Yes, organised retail can ensure better prices for farm products, say the leading consultancy.
McKinsey is a big name in consulting. But consulting in agriculture is almost nil.
We have our own in-house consultancy (Vadamalai Consultancy Services-VCS) and we know from our experience that in Indian agriculture innovation and change wont come so easily. Not in our own lifetime, it seems!
First, the government is sitting pretty in the agriculture sector and you can see the results of this overwhelming presence of the government in the primary sector. If we can accuse the UPA government we can point out the failure of the government to tackle the unprecedented farmer’s suicides and the more ironical aspect of the farmer’s suicides is that the tragic numbers come from Vidarbha and it is from there our President of India, Pratibha Patil hails from. Also, the strong man of Maharashtra, Sharad Pawar, the agriculture minister also hails from the state where the largest number of farmers suicides has taken place.
So, with all the political power and authority and all the expertise of men like Dr.Singh, we in India couldn’t tackle the agriculture crisis.
We simply repeat, parrot-like, the rate of growth of the food production statistics and leave the sector at that.
We concentrate on urban consumers and this only added to the crisis in the producers sector.
So, now what we know we have don’t it. By just raising the MSP of all major foodgrains items we are satisfied that the production would go up and we can all feel relaxed?
No, the agriculture and food issues are changing and the way the consumers are getting segmented needs much study and policy options.
One is the very growth of the consumers. The middle class prefers to shop in organised retail outlets for various reasons; convenience is only one of these.
So, we see a boom in malls and retail chains.
McKinsey says that the organised retail segment would grow from the current 5 per cent to the expected 18 per cent and the retail market size is also expected to reach an astounding Rs.18 lakh crore by 2015.
Like all consultants, consulting is all about projecting a future growth potential! If we project, if we in India, from our in-house consulting expertise give a future projection, no one believes!
So, if an American company and that too with such hyped name like McKinsey comes out with a future projection, everyone sits up and takes notice!
McKinsey has don’t this sort of exercise for so many segments. In the last instance, McKinsey came out with a projection for the food market in India. Has that projection come true?
No one asks. Even the food processing industry or for that matter the very agriculture ministry, Krishi Bhavan, which is in charge of the various agriculture marketing activities, don’t seem to be very much bothered about doing anything about initiating new innovative solutions to farm marketing.
So, all the private sector efforts to change the agriculture development paradigm has not taken off for the simple reason, the government is tightly controlling the sector, bureaucrats wont allow any new changes and there are so many vested interests in the agriculture sector. ICAR to private experts, high profile talkers, the so-called economic experts are all also experts in agriculture policy. We Indians don’t have any sense of shame or modesty when it comes to giving advice at government expenses! That is why we have too many ex-bureaucrats turned experts crowding the New Delhi power corridor!

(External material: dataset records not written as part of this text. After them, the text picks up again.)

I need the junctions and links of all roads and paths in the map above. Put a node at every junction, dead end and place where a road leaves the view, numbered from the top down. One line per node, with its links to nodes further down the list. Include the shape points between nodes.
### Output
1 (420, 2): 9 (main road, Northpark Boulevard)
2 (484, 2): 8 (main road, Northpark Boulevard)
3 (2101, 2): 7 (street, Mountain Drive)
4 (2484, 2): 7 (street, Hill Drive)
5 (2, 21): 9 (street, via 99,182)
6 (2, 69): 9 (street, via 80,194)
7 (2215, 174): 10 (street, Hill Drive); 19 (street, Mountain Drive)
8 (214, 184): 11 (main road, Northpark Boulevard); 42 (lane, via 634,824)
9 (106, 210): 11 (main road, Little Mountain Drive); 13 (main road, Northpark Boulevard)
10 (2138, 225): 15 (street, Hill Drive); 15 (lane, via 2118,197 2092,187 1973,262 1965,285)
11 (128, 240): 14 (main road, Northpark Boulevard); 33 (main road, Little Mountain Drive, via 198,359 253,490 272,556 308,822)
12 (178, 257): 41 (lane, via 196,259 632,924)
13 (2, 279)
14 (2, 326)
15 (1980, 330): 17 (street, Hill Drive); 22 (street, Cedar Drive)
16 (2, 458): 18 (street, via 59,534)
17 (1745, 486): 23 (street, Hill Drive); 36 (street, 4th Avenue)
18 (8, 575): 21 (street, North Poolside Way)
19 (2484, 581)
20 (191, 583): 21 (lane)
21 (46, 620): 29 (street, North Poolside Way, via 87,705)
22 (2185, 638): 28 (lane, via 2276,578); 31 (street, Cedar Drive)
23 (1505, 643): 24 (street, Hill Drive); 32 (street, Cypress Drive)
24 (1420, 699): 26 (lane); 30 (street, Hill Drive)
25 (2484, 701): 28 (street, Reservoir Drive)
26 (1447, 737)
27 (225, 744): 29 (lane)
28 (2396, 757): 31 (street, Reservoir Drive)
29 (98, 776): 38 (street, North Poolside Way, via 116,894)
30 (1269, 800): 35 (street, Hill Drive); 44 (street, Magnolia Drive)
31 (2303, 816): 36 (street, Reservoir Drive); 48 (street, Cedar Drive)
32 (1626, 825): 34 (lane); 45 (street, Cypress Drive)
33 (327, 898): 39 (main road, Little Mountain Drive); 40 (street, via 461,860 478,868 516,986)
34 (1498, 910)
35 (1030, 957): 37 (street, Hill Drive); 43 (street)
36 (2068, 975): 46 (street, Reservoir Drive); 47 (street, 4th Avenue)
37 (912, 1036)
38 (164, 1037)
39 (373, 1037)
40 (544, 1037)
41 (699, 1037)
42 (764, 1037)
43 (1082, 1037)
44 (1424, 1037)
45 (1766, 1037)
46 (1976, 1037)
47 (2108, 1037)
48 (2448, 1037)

Now, as for the McKinsey report, it says that organised retail would help the farmers directly sell their products and that is perhaps the next best revolution that can take place in agriculture and enable farmers to free themselves from the various agriculture marketing committee regulations.
Farmers freedoms would come only if the private sector organised retails takes off in a big way.
So, we welcome the McKinsey report’s findings and also endorse their analysis and future projections.
So many other findings are interesting. One, of the current 204 million households in India that only 13 millions is having the incomes that could patronise the organised retail. Still this itself is a big number and it would only grow further.
The report, titled, “The Great Indian Bazaar: Organised Retail comes of age in India” comes with many insights to make the Indian one uniquely suited to the Indian ethos and ethnic preferences and sensitivities. These are all fine suggestions and worth a study in some depth.
We fully endorse the McKinsey report on the retail segment and how it would only strengthen the farmers negotiating powers to sell directly to big retail companies and also would help to eliminate the middle men and the large scale corruption in the official and unofficial elements that are now entrenched strongly.